Postoperative radiotherapy is associated with improved survival in pT1-2N1 oral and oropharyngeal cancer without adequate neck dissection

Abstract
To assess the benefit of postoperative radiotherapy in patients with pT1-2N1M0 oral and oropharyngeal cancer by the quality of neck dissection. In the Surveillance, Epidemiology, and End Results database, pT1-2N1M0 oral and oropharyngeal cancer patients treated by primary tumor resection and neck dissection with or without radiotherapy were included between 2004 and 2015. Univariate and multivariate analysis were used to explore the effect of adjuvant radiotherapy on 5-year overall survival (OS) and disease-specific survival (DSS) among different quality of neck dissection.

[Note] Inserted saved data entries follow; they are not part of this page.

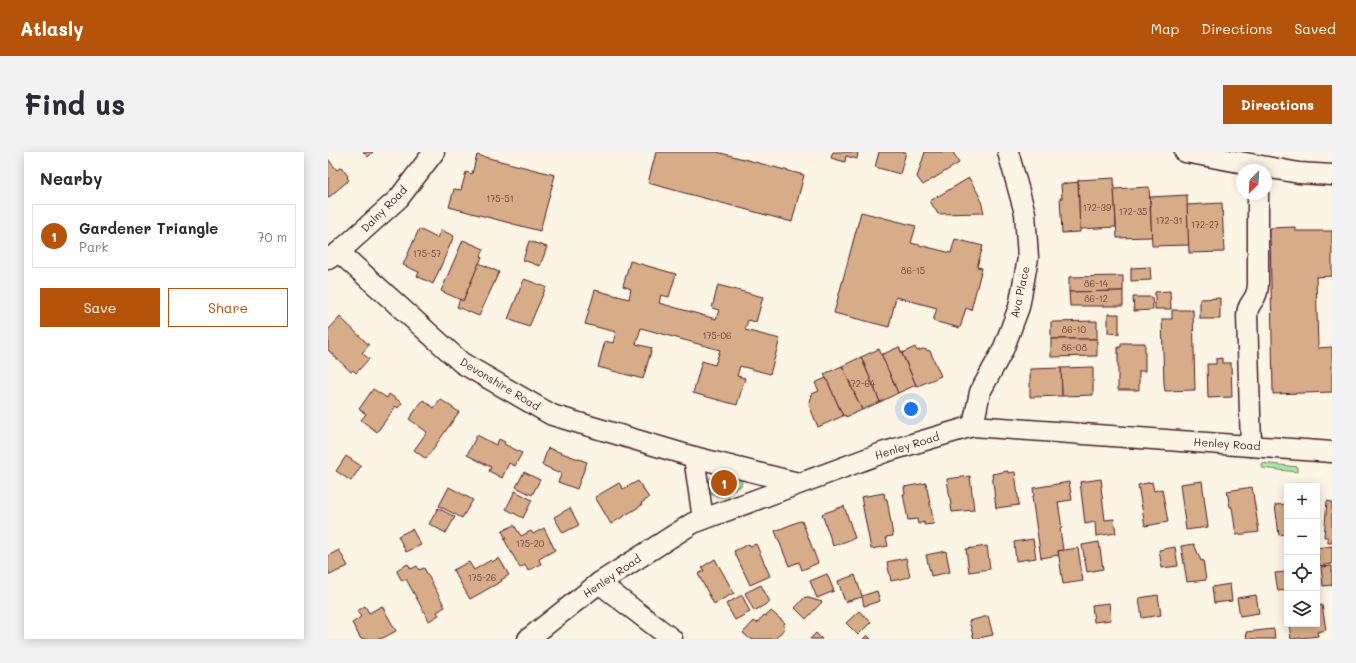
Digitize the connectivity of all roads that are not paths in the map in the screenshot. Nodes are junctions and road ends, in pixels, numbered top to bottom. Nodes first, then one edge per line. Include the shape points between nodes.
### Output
1 (434, 152) edge
2 (1008, 152) edge
3 (1185, 152) edge
4 (1240, 164) edge
5 (1272, 170) edge
6 (1332, 175) edge
7 (1258, 200) edge
8 (334, 256) edge
9 (1260, 328) dead end
10 (973, 426) junction
11 (1257, 446) junction
12 (1332, 452) edge
13 (694, 458) junction
14 (798, 483) junction
15 (704, 520) junction
16 (599, 583) junction
17 (528, 639) edge
18 (672, 639) edge

1 - 8 street, Dalny Road via 399,198
2 - 10 street, Ava Place via 1025,213 1028,258 1019,307 1003,350 980,392
3 - 4 street
5 - 6 street
7 - 11 street via 1258,284 1257,293 1248,306 1247,315
8 - 13 street, Devonshire Road via 462,363 552,415
9 - 11 street
10 - 11 street, Henley Road
10 - 14 street, Henley Road via 885,452
11 - 12 street, Henley Road
13 - 14 street, Devonshire Road
13 - 15 street
14 - 15 street, Henley Road
15 - 16 street, Henley Road via 693,524
16 - 17 street, Henley Road
16 - 18 street

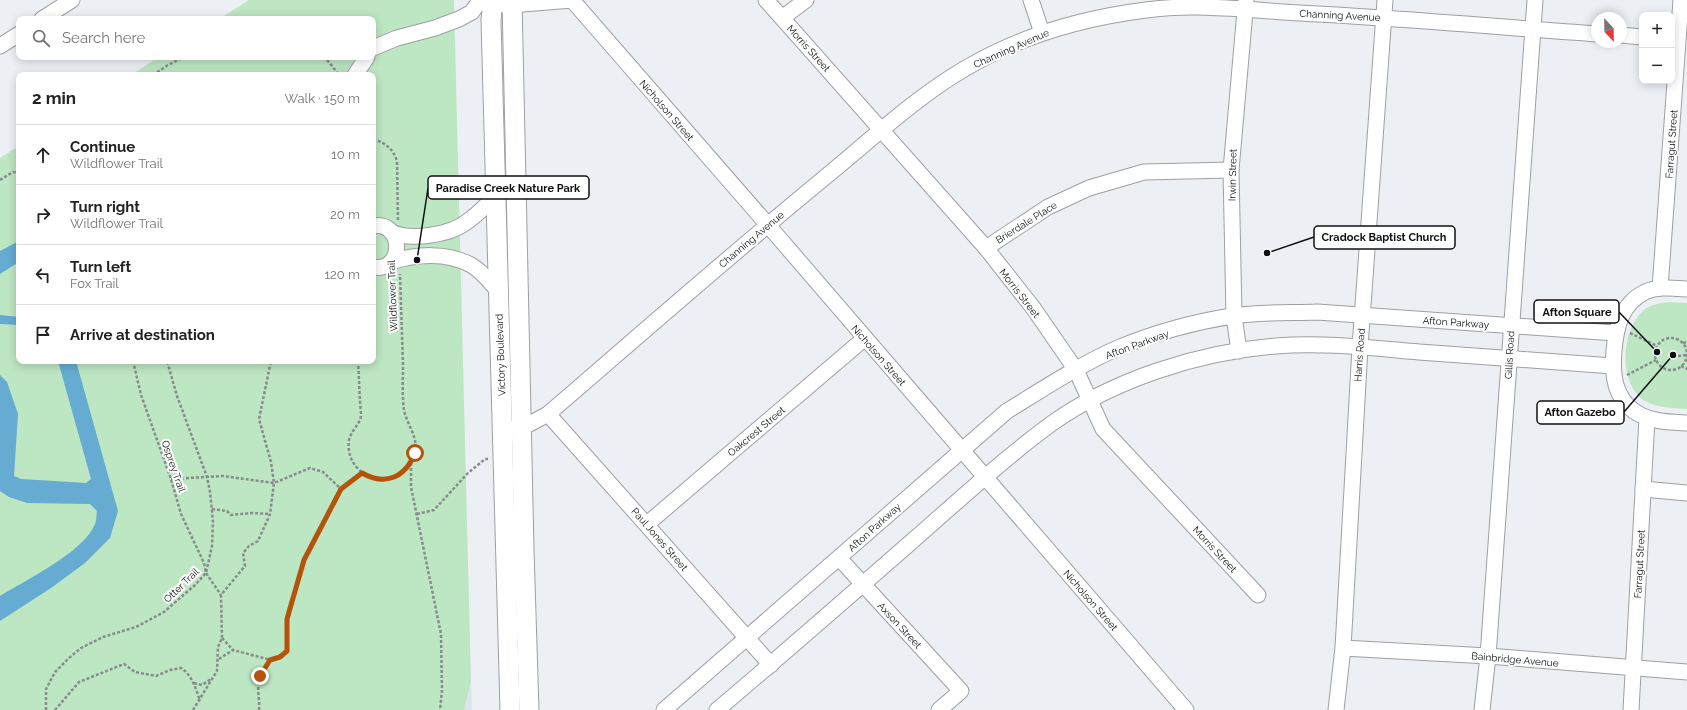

Of the 1765 patients identified, 1108 (62.8%) had oral cancer, 1141 (64.6%) were men, and 1067 (60.5%) underwent adjuvant radiotherapy. After adjusting for confounding factors, postoperative radiotherapy reduced the adjusted hazard ratio (aHR) of 5-year OS to 0.64 (95% confidence interval [CI] 0.49–0.84) in those with < 18 lymph nodes (LNs) removed, but not in those with 19–24 LNs removed (aHR 0.78; 95% CI 0.73–1.13), and in those with ≥ 25 LNs removed (aHR 0.96; 95% CI 0.75–1.24). For 5-year DSS, similar effect was observed. The adjusted hazard ratio was 0.66 (95% confidence interval, 0.45–0.97) in those with < 18 LNs. The protective effect was not seen in those with 18–24 LNs (aHR 1.07; 95% CI 0.59–1.96), and in those with ≥ 25 LNs (aHR 1.12; 95% CI 0.81–1.56). Sensitivity testing also showed a robust protective effect of postoperative radiotherapy in patients with < 18 LNs removed. Radiotherapy was associated with improved survival in pT1-2N1M0 oral and oropharyngeal cancer patients without adequate neck dissection.